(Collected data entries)
_ _ _

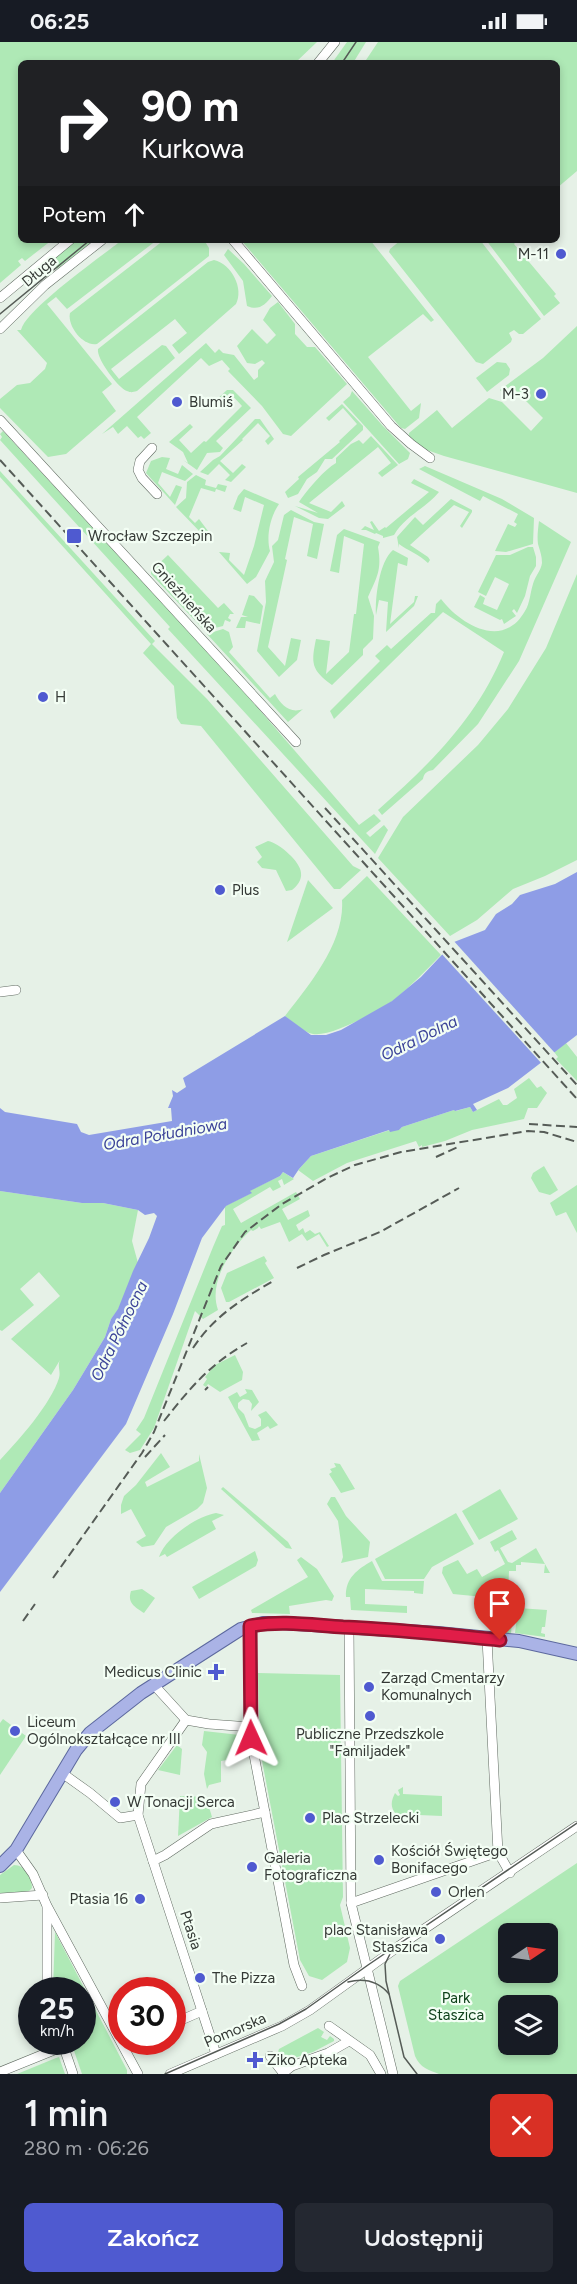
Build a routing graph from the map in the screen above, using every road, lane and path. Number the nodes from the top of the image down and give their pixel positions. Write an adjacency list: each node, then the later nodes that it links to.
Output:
1 (335, 42): 2 (street)
2 (320, 60)
3 (66, 243): 6 (street, Długa)
4 (98, 243): 7 (street, Długa)
5 (236, 243): 10 (street)
6 (0, 298)
7 (0, 329)
8 (0, 420): 12 (street, Gnieźnieńska)
9 (152, 447): 11 (street)
10 (430, 458)
11 (157, 494)
12 (296, 742)
13 (16, 990): 14 (street)
14 (0, 992)
15 (250, 1626): 16 (main road); 19 (main road); 21 (street)
16 (349, 1627): 17 (main road); 33 (street)
17 (487, 1639): 18 (main road); 26 (street)
18 (577, 1654)
19 (154, 1684): 20 (street); 22 (main road)
20 (186, 1720): 21 (street); 24 (street, Ptasia)
21 (251, 1727): 23 (street)
22 (62, 1773): 24 (street); 27 (main road)
23 (265, 1812): 28 (street); 37 (street)
24 (138, 1815): 28 (street, Ptasia)
25 (577, 1826): 30 (street)
26 (498, 1852): 30 (street); 33 (street)
27 (18, 1853): 29 (main road); 31 (street)
28 (153, 1861): 38 (street, Ptasia)
29 (0, 1866)
30 (510, 1873): 35 (street)
31 (43, 1895): 32 (street); 34 (street)
32 (0, 1898)
33 (351, 1903): 35 (street)
34 (47, 1906): 36 (street); 39 (street)
35 (368, 1969): 43 (street, Pomorska); 54 (street)
36 (46, 1977)
37 (302, 1986)
38 (202, 2011): 40 (street); 43 (street, Ptasia)
39 (108, 2018)
40 (186, 2018)
41 (329, 2026): 42 (street)
42 (350, 2041): 52 (street); 53 (street)
43 (216, 2054): 51 (street, Pomorska)
44 (38, 2055): 48 (street)
45 (67, 2055): 49 (street)
46 (128, 2055): 50 (street)
47 (270, 2056): 52 (street)
48 (0, 2072)
49 (73, 2074)
50 (138, 2074)
51 (170, 2074)
52 (283, 2074)
53 (381, 2074)
54 (393, 2074)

_ _ _

Would you print all the entries again exactly, minus any pictures?

Build a routing graph from the map in the screen above, using every road, lane and path. Number the nodes from the top of the image down and give their pixel positions. Write an adjacency list: each node, then the later nodes that it links to.
Output:
1 (335, 42): 2 (street)
2 (320, 60)
3 (66, 243): 6 (street, Długa)
4 (98, 243): 7 (street, Długa)
5 (236, 243): 10 (street)
6 (0, 298)
7 (0, 329)
8 (0, 420): 12 (street, Gnieźnieńska)
9 (152, 447): 11 (street)
10 (430, 458)
11 (157, 494)
12 (296, 742)
13 (16, 990): 14 (street)
14 (0, 992)
15 (250, 1626): 16 (main road); 19 (main road); 21 (street)
16 (349, 1627): 17 (main road); 33 (street)
17 (487, 1639): 18 (main road); 26 (street)
18 (577, 1654)
19 (154, 1684): 20 (street); 22 (main road)
20 (186, 1720): 21 (street); 24 (street, Ptasia)
21 (251, 1727): 23 (street)
22 (62, 1773): 24 (street); 27 (main road)
23 (265, 1812): 28 (street); 37 (street)
24 (138, 1815): 28 (street, Ptasia)
25 (577, 1826): 30 (street)
26 (498, 1852): 30 (street); 33 (street)
27 (18, 1853): 29 (main road); 31 (street)
28 (153, 1861): 38 (street, Ptasia)
29 (0, 1866)
30 (510, 1873): 35 (street)
31 (43, 1895): 32 (street); 34 (street)
32 (0, 1898)
33 (351, 1903): 35 (street)
34 (47, 1906): 36 (street); 39 (street)
35 (368, 1969): 43 (street, Pomorska); 54 (street)
36 (46, 1977)
37 (302, 1986)
38 (202, 2011): 40 (street); 43 (street, Ptasia)
39 (108, 2018)
40 (186, 2018)
41 (329, 2026): 42 (street)
42 (350, 2041): 52 (street); 53 (street)
43 (216, 2054): 51 (street, Pomorska)
44 (38, 2055): 48 (street)
45 (67, 2055): 49 (street)
46 (128, 2055): 50 (street)
47 (270, 2056): 52 (street)
48 (0, 2072)
49 (73, 2074)
50 (138, 2074)
51 (170, 2074)
52 (283, 2074)
53 (381, 2074)
54 (393, 2074)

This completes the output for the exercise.